🤖 AI Summary
State-of-the-art AI systems rely on multi-layered safety pipelines—such as few-shot prompt classifiers—to mitigate catastrophic misuse, yet these defenses lack systematic security evaluation and adversarial analysis.
Method: We conduct the first red-teaming study targeting LLM safety pipelines and propose STaged AttaCK (STACK), a black-box attack framework designed to bypass prompt-based classifiers while enabling cross-model transfer.

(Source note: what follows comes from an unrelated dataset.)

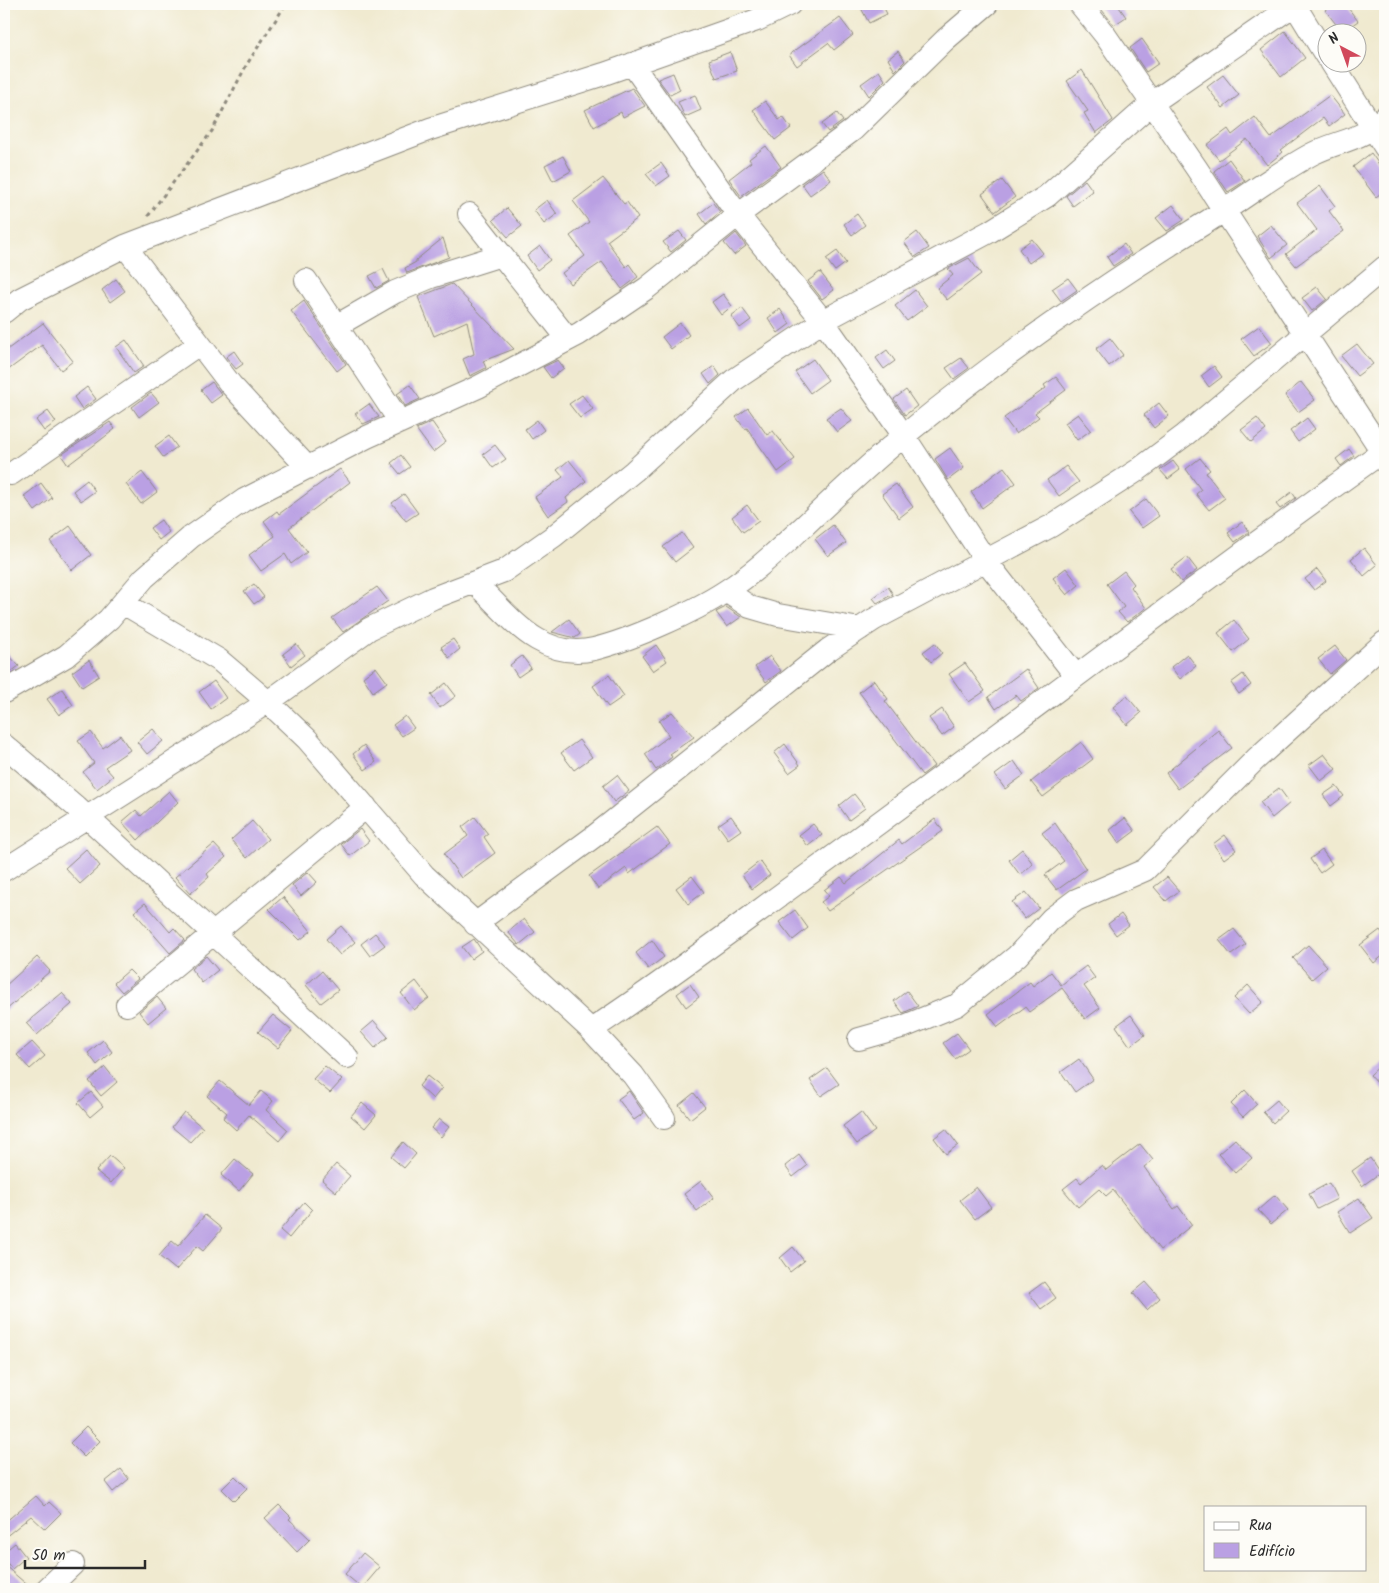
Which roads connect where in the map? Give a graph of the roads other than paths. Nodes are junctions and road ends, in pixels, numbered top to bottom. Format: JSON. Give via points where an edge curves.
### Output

Contribution/Results: On the ClearHarm benchmark, STACK achieves a 71% success rate in direct attacks and 33% in transfer attacks; critically, it fully neutralizes baseline defenses, reducing their effectiveness to 0%. Our work exposes critical vulnerabilities in current multi-layered safety architectures and establishes the first empirical benchmark and methodological advance for robust AI safety engineering.
📝 Abstract
Frontier AI developers are relying on layers of safeguards to protect against catastrophic misuse of AI systems. Anthropic guards their latest Claude 4 Opus model using one such defense pipeline, and other frontier developers including Google DeepMind and OpenAI pledge to soon deploy similar defenses. However, the security of such pipelines is unclear, with limited prior work evaluating or attacking these pipelines. We address this gap by developing and red-teaming an open-source defense pipeline. First, we find that a novel few-shot-prompted input and output classifier outperforms state-of-the-art open-weight safeguard model ShieldGemma across three attacks and two datasets, reducing the attack success rate (ASR) to 0% on the catastrophic misuse dataset ClearHarm. Second, we introduce a STaged AttaCK (STACK) procedure that achieves 71% ASR on ClearHarm in a black-box attack against the few-shot-prompted classifier pipeline. Finally, we also evaluate STACK in a transfer setting, achieving 33% ASR, providing initial evidence that it is feasible to design attacks with no access to the target pipeline. We conclude by suggesting specific mitigations that developers could use to thwart staged attacks.